- **Problem to solve**: Report all lines of the records that contain "Left".

--- Data shown Enclosed Below ---

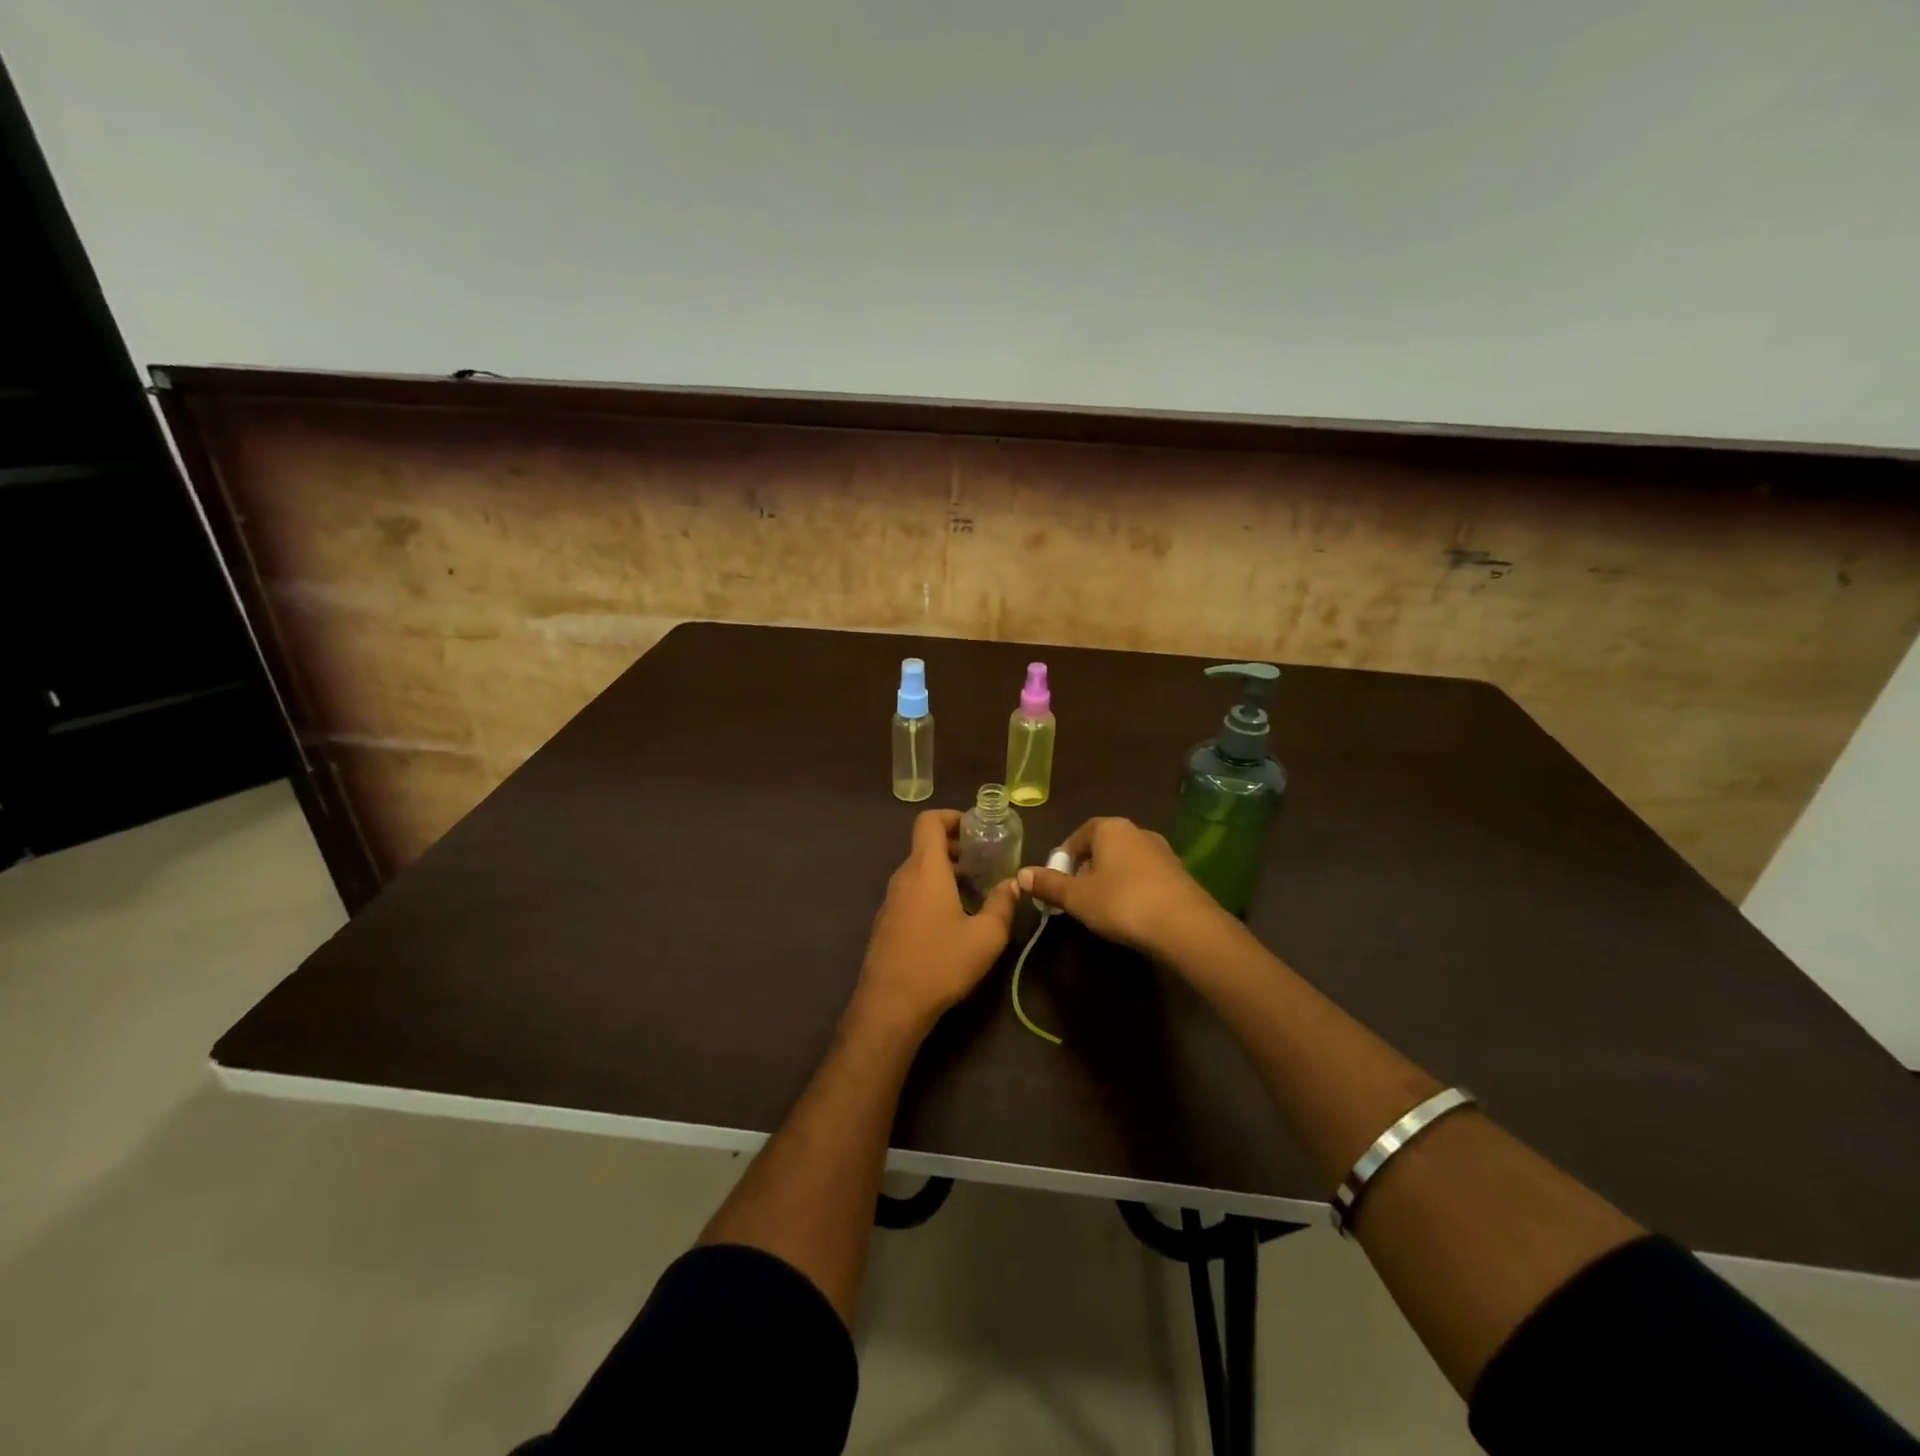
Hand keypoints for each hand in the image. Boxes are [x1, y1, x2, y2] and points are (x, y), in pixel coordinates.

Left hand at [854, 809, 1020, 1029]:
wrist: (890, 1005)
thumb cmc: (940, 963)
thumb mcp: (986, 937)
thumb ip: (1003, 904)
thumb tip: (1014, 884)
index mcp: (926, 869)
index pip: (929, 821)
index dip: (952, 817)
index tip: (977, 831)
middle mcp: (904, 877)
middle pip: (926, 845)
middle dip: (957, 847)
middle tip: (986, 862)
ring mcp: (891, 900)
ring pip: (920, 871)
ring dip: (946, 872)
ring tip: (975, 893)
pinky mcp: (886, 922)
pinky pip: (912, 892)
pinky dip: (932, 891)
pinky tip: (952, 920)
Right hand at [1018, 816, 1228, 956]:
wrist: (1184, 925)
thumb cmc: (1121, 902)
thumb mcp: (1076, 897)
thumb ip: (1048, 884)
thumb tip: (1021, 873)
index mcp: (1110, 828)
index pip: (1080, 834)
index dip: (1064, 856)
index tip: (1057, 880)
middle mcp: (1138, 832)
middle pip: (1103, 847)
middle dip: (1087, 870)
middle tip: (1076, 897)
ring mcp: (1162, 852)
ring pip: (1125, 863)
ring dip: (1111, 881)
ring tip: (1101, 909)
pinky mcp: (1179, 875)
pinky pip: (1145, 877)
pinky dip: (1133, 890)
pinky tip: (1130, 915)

--- End of Enclosed Data shown ---
--- Data shown Enclosed Below ---

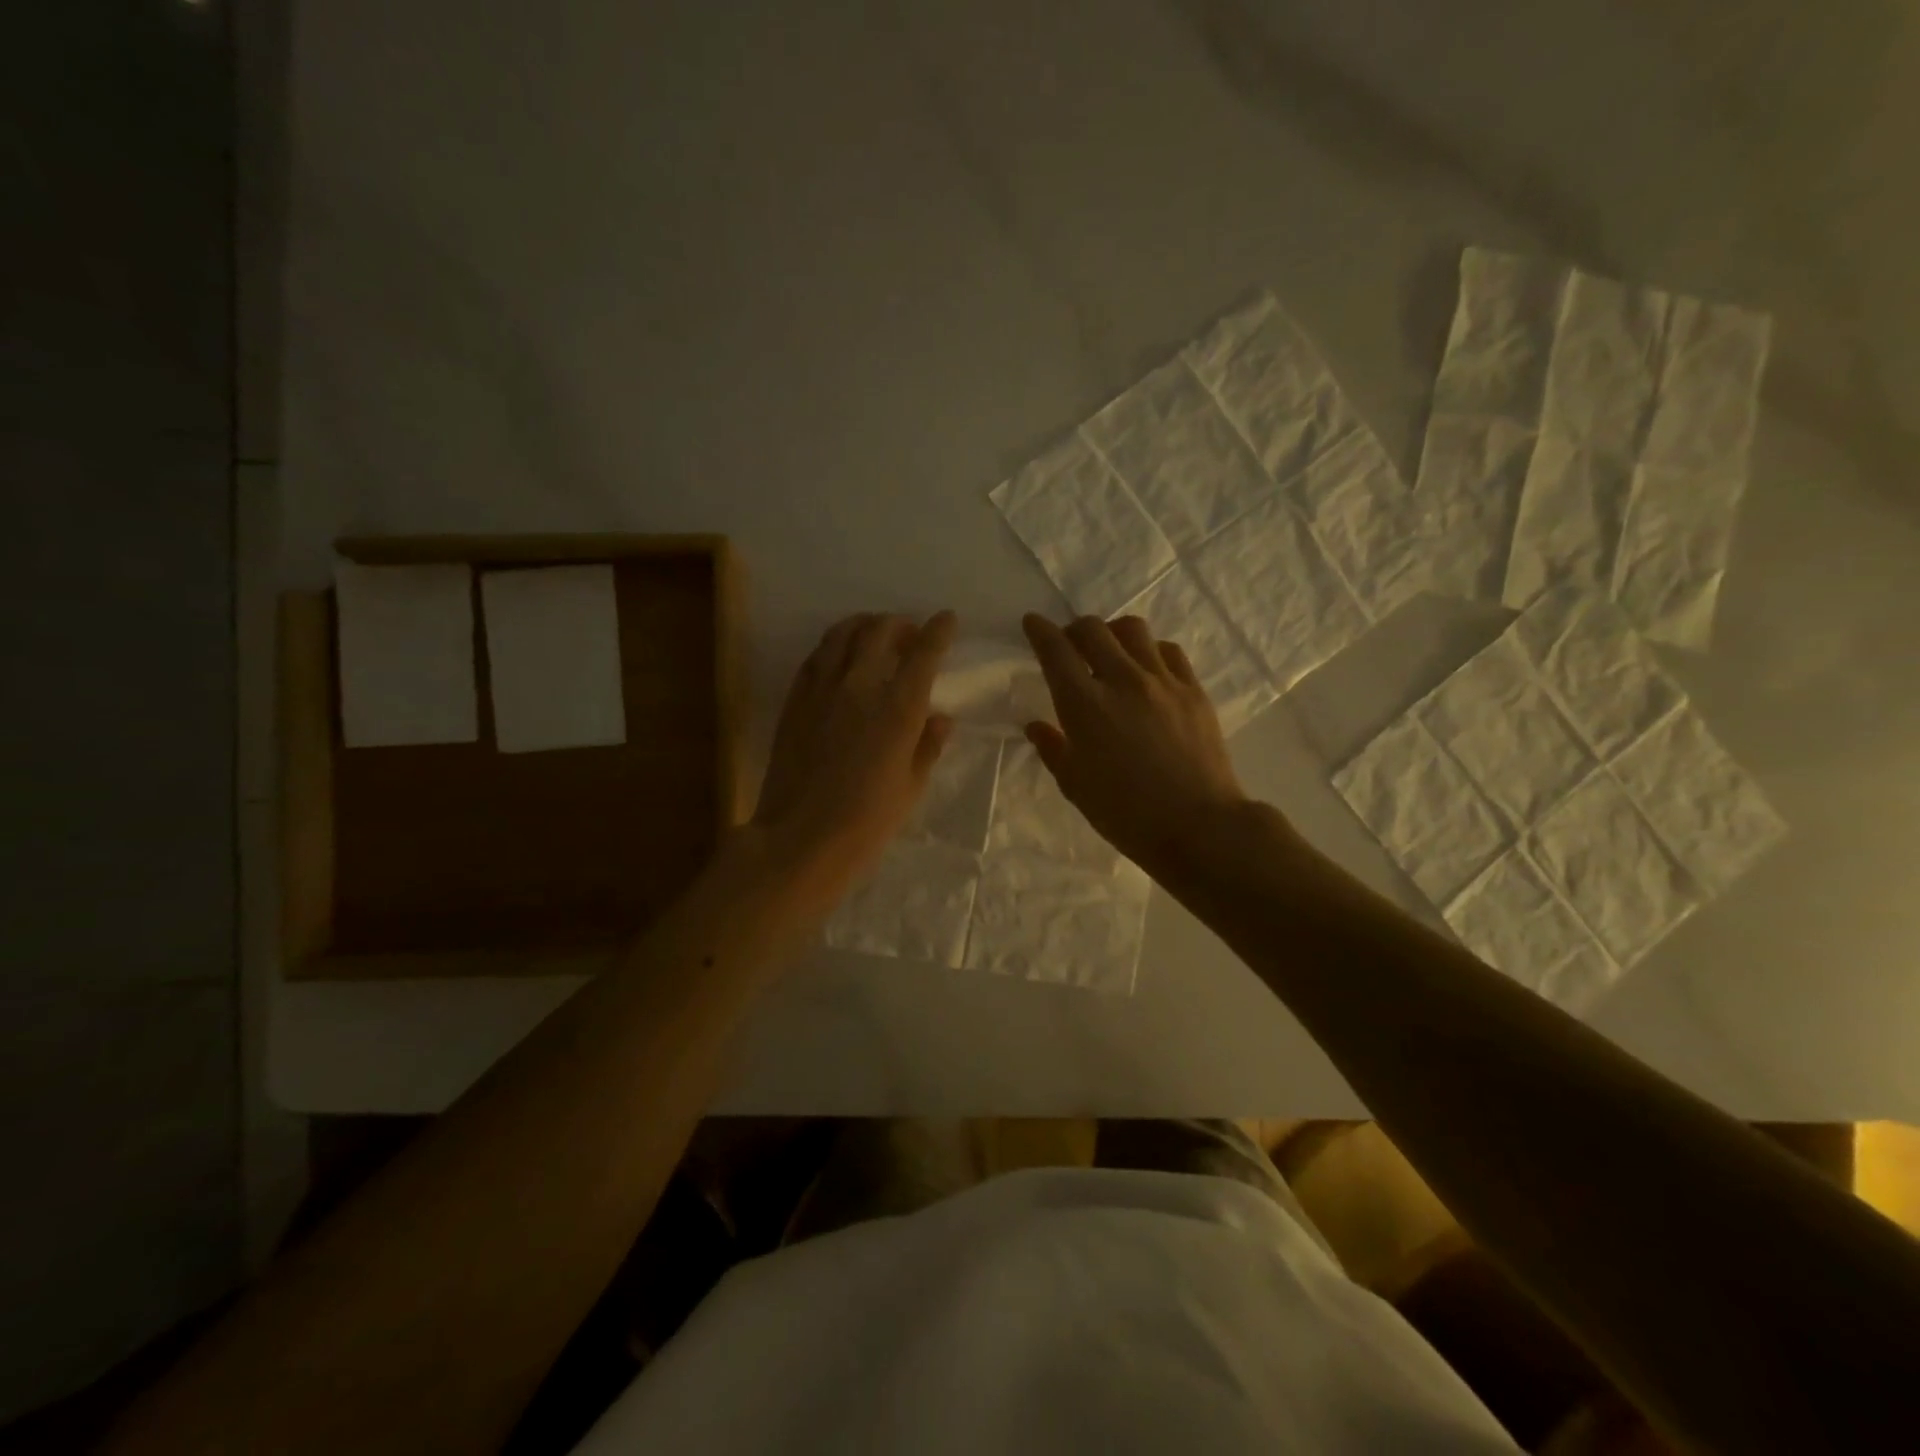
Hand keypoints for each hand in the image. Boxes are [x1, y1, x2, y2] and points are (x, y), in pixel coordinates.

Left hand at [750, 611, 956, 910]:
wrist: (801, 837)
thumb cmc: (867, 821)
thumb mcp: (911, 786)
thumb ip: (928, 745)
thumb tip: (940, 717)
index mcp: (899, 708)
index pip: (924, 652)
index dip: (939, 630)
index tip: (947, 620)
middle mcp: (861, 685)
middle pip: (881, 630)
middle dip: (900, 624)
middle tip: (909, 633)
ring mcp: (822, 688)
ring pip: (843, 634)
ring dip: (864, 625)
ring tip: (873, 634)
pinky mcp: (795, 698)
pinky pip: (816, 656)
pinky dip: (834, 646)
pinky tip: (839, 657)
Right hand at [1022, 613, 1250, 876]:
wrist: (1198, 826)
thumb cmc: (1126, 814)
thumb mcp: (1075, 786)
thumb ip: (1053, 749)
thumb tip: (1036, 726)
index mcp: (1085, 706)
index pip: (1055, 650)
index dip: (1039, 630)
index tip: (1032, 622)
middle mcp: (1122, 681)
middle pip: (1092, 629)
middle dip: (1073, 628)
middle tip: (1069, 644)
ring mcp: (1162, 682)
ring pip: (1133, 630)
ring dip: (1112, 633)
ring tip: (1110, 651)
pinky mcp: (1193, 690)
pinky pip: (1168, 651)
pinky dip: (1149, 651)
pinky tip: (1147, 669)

--- End of Enclosed Data shown ---
--- Data shown Enclosed Below ---

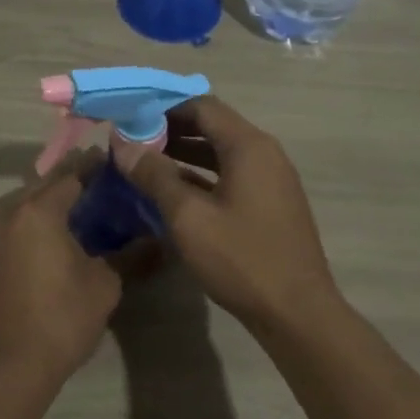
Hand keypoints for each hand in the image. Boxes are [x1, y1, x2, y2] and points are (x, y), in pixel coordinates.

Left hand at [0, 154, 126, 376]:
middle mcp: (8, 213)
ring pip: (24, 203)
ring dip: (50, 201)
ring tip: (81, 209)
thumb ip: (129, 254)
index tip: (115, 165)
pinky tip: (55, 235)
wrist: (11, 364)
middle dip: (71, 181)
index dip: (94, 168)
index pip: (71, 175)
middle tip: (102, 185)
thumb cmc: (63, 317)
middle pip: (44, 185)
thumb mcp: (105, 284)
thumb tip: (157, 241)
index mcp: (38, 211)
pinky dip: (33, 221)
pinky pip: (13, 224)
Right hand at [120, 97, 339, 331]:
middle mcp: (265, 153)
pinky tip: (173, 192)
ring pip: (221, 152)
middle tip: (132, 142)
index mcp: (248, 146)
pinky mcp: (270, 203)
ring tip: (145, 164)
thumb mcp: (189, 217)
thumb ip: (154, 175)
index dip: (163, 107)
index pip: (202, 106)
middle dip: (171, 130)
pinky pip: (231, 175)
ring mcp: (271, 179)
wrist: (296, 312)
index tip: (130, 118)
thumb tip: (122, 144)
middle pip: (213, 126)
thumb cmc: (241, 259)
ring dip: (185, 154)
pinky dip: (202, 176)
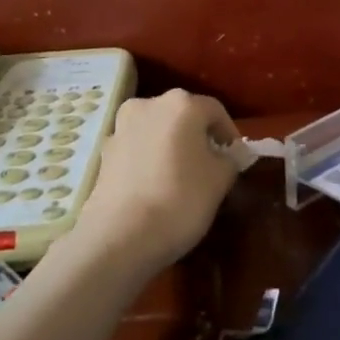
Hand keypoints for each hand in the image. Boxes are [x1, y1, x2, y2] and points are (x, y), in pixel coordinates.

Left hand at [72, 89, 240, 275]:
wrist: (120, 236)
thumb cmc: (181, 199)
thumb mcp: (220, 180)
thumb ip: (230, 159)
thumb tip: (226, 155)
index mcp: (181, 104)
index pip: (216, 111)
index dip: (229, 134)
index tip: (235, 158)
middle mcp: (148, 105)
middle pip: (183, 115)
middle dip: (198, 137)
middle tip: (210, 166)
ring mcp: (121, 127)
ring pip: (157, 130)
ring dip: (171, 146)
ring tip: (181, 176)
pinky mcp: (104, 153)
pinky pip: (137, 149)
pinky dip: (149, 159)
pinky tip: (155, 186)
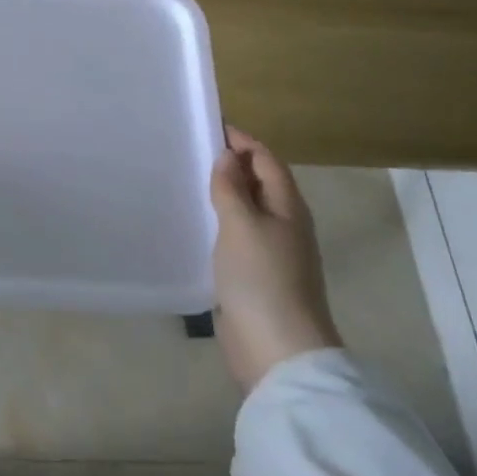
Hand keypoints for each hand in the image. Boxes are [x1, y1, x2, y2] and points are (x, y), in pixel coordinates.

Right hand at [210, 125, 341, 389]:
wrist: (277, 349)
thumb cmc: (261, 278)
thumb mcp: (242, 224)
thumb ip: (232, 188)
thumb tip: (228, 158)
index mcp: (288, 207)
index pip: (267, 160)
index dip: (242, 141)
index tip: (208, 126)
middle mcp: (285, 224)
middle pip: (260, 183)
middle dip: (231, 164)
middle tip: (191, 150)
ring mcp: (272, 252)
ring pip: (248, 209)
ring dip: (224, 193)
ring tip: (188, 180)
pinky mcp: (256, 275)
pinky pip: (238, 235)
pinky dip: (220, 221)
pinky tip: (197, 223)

--- End of Enclosed Data shown ---

- **Output for this exercise**:
Left hand at [854, 809, 1020, 1029]:
Left hand at [750, 611, 956, 910]:
Left hand at [0, 154, 126, 376]:
Left hand at [72, 89, 240, 275]:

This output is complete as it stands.